More troublingly — though not necessarily for the worst — family dogs provide children with what is often their first exposure to grief and loss. How parents handle the moments prior to euthanasia, or the news that a pet has died, makes all the difference in whether this is a painful learning experience or a traumatic loss (though the death of a dog is often both).

“Pet death can be felt deeply by children,” explains Nora Schuurman of the University of Turku, who has studied how the death of a dog can impact the entire family. “Hiding it, or the approaching euthanasia, from children can affect their trust in their parents. Traumatic experiences of animal death in childhood can also affect human-pet relations for the rest of the lifetime. In some cases, for instance, people do not want to have pets ever again, in others they want to make sure they have absolute control of what is done to their pets.”

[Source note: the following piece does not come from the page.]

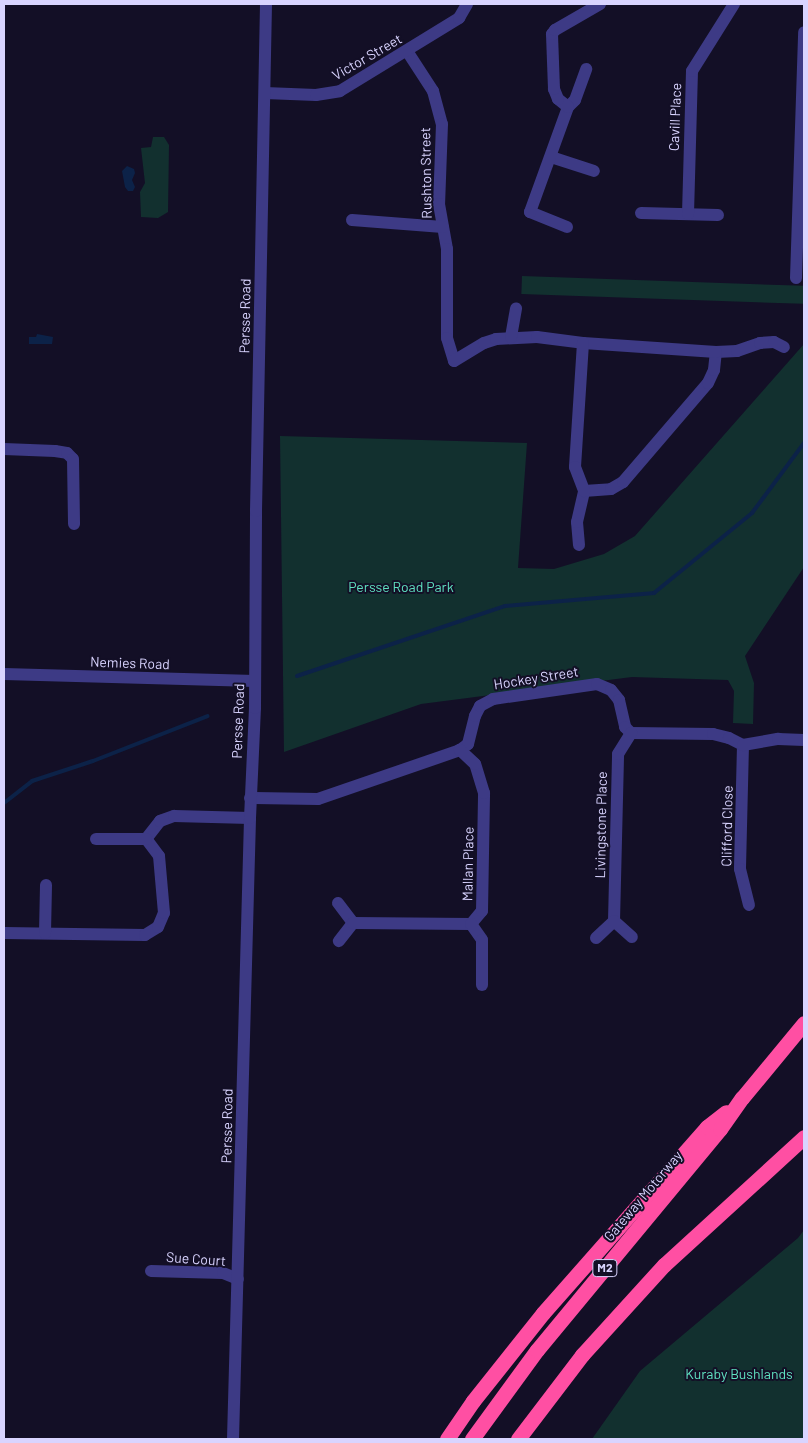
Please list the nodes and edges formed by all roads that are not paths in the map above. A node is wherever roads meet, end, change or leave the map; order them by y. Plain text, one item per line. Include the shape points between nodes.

Pet dogs may also carry health and developmental risks. They can infect family members with disease and cause injuries; they can drain family resources, both financial and emotional. Which means that, despite the apparent benefits of having a dog, the decision to bring one into the family should not be taken lightly. “It’s pretty easy to look at a situation and say that this is not a good situation for a dog,” Irvine says. “No one is home all day, domestic violence, financial hardship.” But if your family has room for a dog, it may be time to pay a visit to the local pound.

Now, my dog-less family may be in the minority—60 percent of U.S. households own a family dog—but we’re not alone. With good reason. Like millions of Americans, we lived in a cramped city apartment for the first few years of our marriage. Now, like millions of different Americans, we live in a suburban townhouse without enough space for anything that hasn’t been inbred into a teacup. Also, time and money are concerns for us. With two children under the age of three sapping our energy (and money), we lack the financial and emotional resources to a give a dog the home that it deserves. Besides, for all their advantages, dogs can be a pain. House training. Walks in the rain. Worms.

“There are many wonderful reasons to have pets in our lives,” Christian says. “But we need to also think carefully about the responsibility involved, and make sure we’re up to that.”

Perhaps my family just isn’t up to it, yet. But when we are, it would probably be a good idea to bring a dog into the home. Given the developmental benefits, I’d say my kids deserve it.